Les plus hauts responsables du Kosovo semblent avoir changé d'avis, tentant en vain récemment de le faire abroger par le Parlement. Beaucoup y décèlent un signe de panique des dirigeants kosovars. 

Le président Hashim Thaçi, le président du parlement Kadri Veseli, ou encore Daut Haradinaj, frère du Premier ministre, sont régulièrement cités comme susceptible d'être inquiétés.

Une remise en cause du tribunal serait "une victoire de l'intérêt particulier aux dépens du bien commun et des intérêts du Kosovo en tant qu'Etat", a dit l'ambassadeur américain Greg Delawie qui a prévenu qu'il y aurait des "conséquences". 

Pour l'expert en sécurité Lulzim Peci, en cas de suppression, le Kosovo "serait considéré comme un Etat voyou, indigne de confiance, et rejoindrait le club de la Corée du Nord, de l'Iran ou de la Serbie de Milosevic". 

"Il est trop tard pour changer quelque chose", dit Zenel Kastrati, 57 ans, commerçant de Pristina, qui met en garde contre une "confrontation avec les Etats-Unis et les autres amis occidentaux".

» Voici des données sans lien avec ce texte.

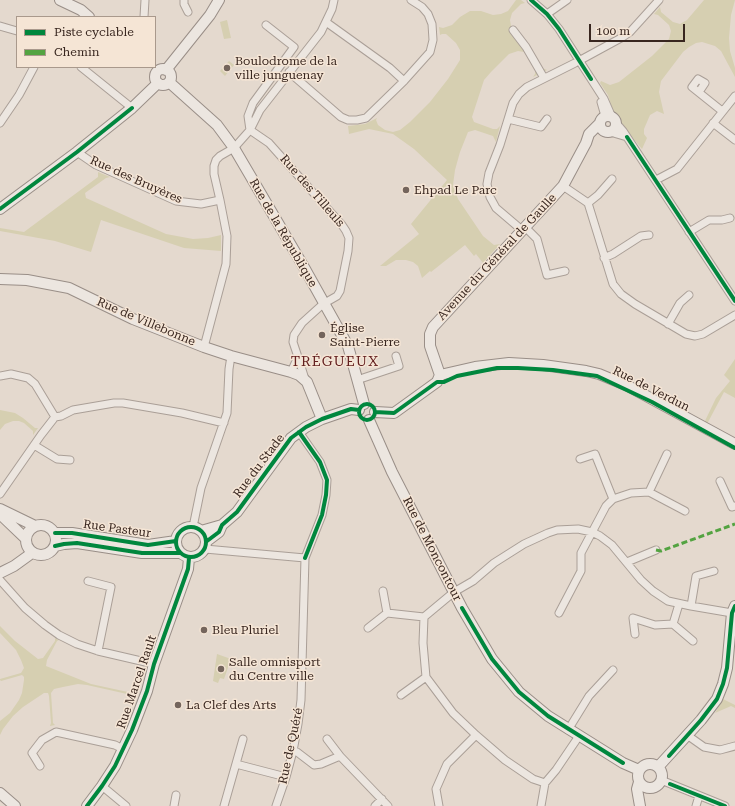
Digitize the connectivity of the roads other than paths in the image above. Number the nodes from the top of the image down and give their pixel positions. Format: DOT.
graph roads {
  1 [pos="60,0"];
  2 [pos="144,0"];
  3 [pos="184,0"];
  4 [pos="219,0"];
  5 [pos="334,0"];
  6 [pos="411,0"];
  7 [pos="531,0"];
  8 [pos="567,0"];
  9 [pos="659,0"];
  10 [pos="188,12"];
  11 [pos="547,14"];
  12 [pos="88,16"];
  13 [pos="144,16"];
  14 [pos="326,22"];
  15 [pos="266,25"];
  16 [pos="0,26"];
  17 [pos="513,30"];
  18 [pos="16,31"];
  19 [pos="580,61"];
  20 [pos="33,68"];
  21 [pos="82,68"];
  22 [pos="159,69"];
  23 [pos="289,72"];
  24 [pos="544,78"];
  25 [pos="404,81"];
  26 [pos="169,82"];
  27 [pos="158,83"];
  28 [pos="700,92"];
  29 [pos="735,96"];
  30 [pos="132,108"];
  31 [pos="722,111"];
  32 [pos="508,119"];
  33 [pos="547,120"];
  34 [pos="0,122"];
  35 [pos="607,123"];
  36 [pos="714,123"];
  37 [pos="250,130"];
  38 [pos="735,140"];
  39 [pos="234,148"];
  40 [pos="77,152"];
  41 [pos="612,179"];
  42 [pos="656,180"];
  43 [pos="563,186"];
  44 [pos="220,200"];
  45 [pos="588,203"];
  46 [pos="0,209"];
  47 [pos="730,218"];
  48 [pos="524,229"];
  49 [pos="689,232"];
  50 [pos="649,235"];
  51 [pos="604,258"];
  52 [pos="565,271"];
  53 [pos="0,279"];
  54 [pos="689,295"];
  55 [pos="734,297"];
  56 [pos="323,304"];
  57 [pos="735,315"];
  58 [pos="668,324"];
  59 [pos="204,347"];
  60 [pos="231,356"];
  61 [pos="396,356"];
  62 [pos="298,357"];
  63 [pos="291,372"];
  64 [pos="0,376"];
  65 [pos="440,376"];
  66 [pos="305,379"];
  67 [pos="357,380"];
  68 [pos="361,407"];
  69 [pos="372,416"];
  70 [pos="55,417"];
  71 [pos="322,419"];
  72 [pos="224,424"];
  73 [pos="299,432"];
  74 [pos="735,444"];
  75 [pos="34,445"];
  76 [pos="667,454"];
  77 [pos="580,458"];
  78 [pos="70,460"];
  79 [pos="720,481"];
  80 [pos="649,492"];
  81 [pos="0,494"];
  82 [pos="613,499"];
  83 [pos="733,506"];
  84 [pos="0,509"];
  85 [pos="685,511"];
  86 [pos="0,514"];
  87 [pos="735,515"];
  88 [pos="222,525"];
  89 [pos="35,526"];
  90 [pos="197,529"];
  91 [pos="592,532"];
  92 [pos="55,533"];
  93 [pos="25,538"];
  94 [pos="176,541"];
  95 [pos="206,545"];
  96 [pos="55,546"];
  97 [pos="656,550"];
  98 [pos="32,553"];
  99 [pos="184,555"];
  100 [pos="305,558"];
  101 [pos="627,562"];
  102 [pos="714,571"];
  103 [pos="0,573"];
  104 [pos="0,580"];
  105 [pos="88,581"];
  106 [pos="383,591"];
  107 [pos="454,592"];
  108 [pos="679,604"];
  109 [pos="691,606"];
  110 [pos="733,609"];
  111 [pos="387,613"];
  112 [pos="559,613"];
  113 [pos="424,617"];
  114 [pos="673,624"];
  115 [pos="368,628"];
  116 [pos="635,634"];
  117 [pos="693,641"];
  118 [pos="98,651"];
  119 [pos="154,664"];
  120 [pos="614,670"];
  121 [pos="426,677"];
  122 [pos="401,695"];
  123 [pos="568,730"];
  124 [pos="476,735"];
  125 [pos="687,735"];
  126 [pos="579,736"];
  127 [pos="243,739"];
  128 [pos="327,740"];
  129 [pos="735,746"];
  130 [pos="123,749"];
  131 [pos="293,751"];
  132 [pos="340,756"];
  133 [pos="236,764"];
  134 [pos="40,766"];
  135 [pos="658,767"];
  136 [pos="639,770"];
  137 [pos="286,777"];
  138 [pos="661,780"];
  139 [pos="545,783"];
  140 [pos="642,785"];
  141 [pos="102,786"];
  142 [pos="0,793"];
  143 [pos="176,795"];
  144 [pos="699,796"];
  145 [pos="382,800"];
  146 [pos="640,804"];
  147 [pos="15,806"];
  148 [pos="87,806"];
  149 [pos="126,806"];
  150 [pos="174,806"];
  151 [pos="224,806"];
  152 [pos="276,806"];
  153 [pos="375,806"];
  154 [pos="388,806"];
  155 [pos="439,806"];
  156 [pos="541,806"];
  157 [pos="696,806"];
  158 [pos="725,806"];
  1 -- 12 [label="street"];
  2 -- 13 [label="street"];
  3 -- 10 [label="street"];
  4 -- 22 [label="street"];
  5 -- 14 [label="street"];
  6 -- 25 [label="street"];
  7 -- 11 [label="street"];
  8 -- 11 [label="street"];
  9 -- 19 [label="street"];
  11 -- 19 [label="street"];
  14 -- 23 [label="street"];
  14 -- 25 [label="street"];
  15 -- 37 [label="street"];
  16 -- 18 [label="street"];
  17 -- 24 [label="street"];
  19 -- 24 [label="street"];
  19 -- 35 [label="street"];
  20 -- 34 [label="street"];
  21 -- 30 [label="street"];
  22 -- 26 [label="street"];
  22 -- 27 [label="street"];
  23 -- 25 [label="street"];
  23 -- 37 [label="street"];
  24 -- 32 [label="street"];
  26 -- 27 [label="street"];
  26 -- 39 [label="street, Rue de la République"];
  27 -- 30 [label="street"];
  28 -- 31 [label="street"];
  29 -- 31 [label="street"];
  30 -- 40 [label="street"];
  31 -- 36 [label="street"];
  32 -- 33 [label="street"];
  32 -- 48 [label="street"];
  35 -- 42 [label="street"];
  35 -- 43 [label="street, Avenue du Général de Gaulle"];
  36 -- 38 [label="street"];
  36 -- 42 [label="street"];
  37 -- 39 [label="street"];
  37 -- 56 [label="street, Rue des Tilleuls"];
  39 -- 44 [label="street"];
  39 -- 56 [label="street, Rue de la République"];
  40 -- 44 [label="street, Rue des Bruyères"];
  40 -- 46 [label="street"];
  41 -- 45 [label="street"];
  42 -- 49 [label="street"];
  43 -- 45 [label="street"];
  43 -- 48 [label="street, Avenue du Général de Gaulle"];
  44 -- 59 [label="street"];
  45 -- 51 [label="street"];
  47 -- 49 [label="street"];
  48 -- 52 [label="street"];
  48 -- 65 [label="street, Avenue du Général de Gaulle"];
  49 -- 55 [label="street"];
  50 -- 51 [label="street"];
  51 -- 58 [label="street"];
  53 -- 59 [label="street, Rue de Villebonne"];
  54 -- 58 [label="street"];
  56 -- 62 [label="street, Rue des Tilleuls"];
  56 -- 67 [label="street, Rue de la République"];
  57 -- 58 [label="street"];
  59 -- 60 [label="street, Rue de Villebonne"];
  60 -- 63 [label="street, Rue de Villebonne"];
  60 -- 72 [label="street"];
  61 -- 67 [label="street"];
  62 -- 63 [label="street"];
  62 -- 66 [label="street"];
  63 -- 66 [label="street, Rue de Villebonne"];
  64 -- 70 [label="street"];
  65 -- 69 [label="street"];
  65 -- 74 [label="street, Rue de Verdun"];
  66 -- 71 [label="street"];
  67 -- 68 [label="street, Rue de la République"];
  68 -- 69 [label="street"];
  68 -- 69 [label="street"];
  68 -- 71 [label="street, Rue du Stade"];
  69 -- 107 [label="street, Rue de Moncontour"];
  70 -- 72 [label="street"];
  70 -- 75 [label="street"];
  71 -- 73 [label="street, Rue du Stade"];
  72 -- 90 [label="street"];
  73 -- 88 [label="street, Rue du Stade"];
  73 -- 100 [label="street, Rue de Quéré"];
  75 -- 78 [label="street"];
  75 -- 81 [label="street"];
  76 -- 80 [label="street"];
  77 -- 82 [label="street"];
  79 -- 83 [label="street"];
  80 -- 82 [label="street"];
  80 -- 85 [label="street"];
  82 -- 91 [label="street"];
  83 -- 87 [label="street"];
  84 -- 89 [label="street"];
  86 -- 93 [label="street"];
  88 -- 90 [label="street"];
  88 -- 95 [label="street, Rue du Stade"];
  89 -- 92 [label="street"];
  89 -- 93 [label="street"];
  90 -- 94 [label="street"];
  90 -- 95 [label="street"];
  91 -- 101 [label="street"];
  91 -- 107 [label="street"];
  91 -- 112 [label="street"];
  92 -- 94 [label="street, Rue Pasteur"];
  92 -- 96 [label="street"];
  93 -- 98 [label="street"];
  94 -- 99 [label="street"];
  95 -- 99 [label="street"];
  95 -- 100 [label="street"];
  96 -- 98 [label="street"];
  96 -- 99 [label="street, Rue Pasteur"];
  97 -- 101 [label="street"];
  98 -- 103 [label="street"];
  99 -- 119 [label="street, Rue Marcel Rault"];
  100 -- 131 [label="street, Rue de Quéré"];
  101 -- 108 [label="street"];
  102 -- 109 [label="street"];
  104 -- 118 [label="street"];
  105 -- 118 [label="street"];
  106 -- 111 [label="street"];
  107 -- 113 [label="street"];
  107 -- 123 [label="street, Rue de Moncontour"];
  108 -- 109 [label="street"];
  108 -- 114 [label="street"];
  109 -- 110 [label="street"];
  110 -- 125 [label="street"];
  111 -- 113 [label="street"];
  111 -- 115 [label="street"];
  113 -- 121 [label="street"];
  114 -- 116 [label="street"];
  114 -- 117 [label="street"];
  118 -- 119 [label="street"];
  119 -- 130 [label="street, Rue Marcel Rault"];
  120 -- 123 [label="street"];
  121 -- 122 [label="street"];
  121 -- 124 [label="street"];
  123 -- 126 [label="street, Rue de Moncontour"];
  124 -- 139 [label="street"];
  124 -- 155 [label="street"];
  125 -- 129 [label="street"];
  125 -- 135 [label="street"];
  126 -- 136 [label="street, Rue de Moncontour"];
  126 -- 139 [label="street"];
  127 -- 133 [label="street"];
  128 -- 132 [label="street"];
  130 -- 134 [label="street"];
  130 -- 141 [label="street, Rue Marcel Rault"];
  131 -- 132 [label="street"];
  131 -- 137 [label="street, Rue de Quéré"];
  132 -- 145 [label="street"];
  133 -- 137 [label="street"];
  133 -- 151 [label="street"];
  135 -- 136 [label="street"];
  135 -- 138 [label="street"];
  136 -- 140 [label="street"];
  137 -- 152 [label="street, Rue de Quéré"];
  138 -- 140 [label="street"];
  138 -- 144 [label="street"];
  139 -- 156 [label="street"];
  140 -- 146 [label="street"];
  141 -- 148 [label="street, Rue Marcel Rault"];
  141 -- 149 [label="street"];
  142 -- 147 [label="street"];
  143 -- 150 [label="street"];
  144 -- 157 [label="street"];
  144 -- 158 [label="street"];
  145 -- 153 [label="street"];
  145 -- 154 [label="street"];
}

En s'unissant après des années de querelles, les anciens chefs de l'UCK ont conservé de justesse le pouvoir après les législatives de juin. Mais leur majorité est fragile et une chute du gouvernement de Ramush Haradinaj, est une possibilité. 

En face, Vetevendosje (Autodétermination, gauche nationaliste), désormais premier parti du pays, apparaît sur le point d'éclater entre les partisans de son chef historique, Albin Kurti, et ses adversaires qui dénoncent une dérive personnelle. 

Une situation économique catastrophique a émoussé l'enthousiasme de l'après-indépendance. Plus d'un Kosovar sur quatre est au chômage (28,7%), le taux atteint 52% chez les 15-24 ans, selon l'Agence des Statistiques. Le salaire moyen est de 363 euros, et selon le Programme des Nations unies pour le développement (PNUD), le taux de pauvreté atteint 29,7%. 

Il n'y a pas de donnée officielle sur ce point, mais selon diverses estimations, des dizaines de milliers de personnes émigrent chaque année. Pour les Kosovars, la libéralisation des visas avec l'Union européenne est LA priorité. Raison de plus de ne pas se fâcher avec l'Occident.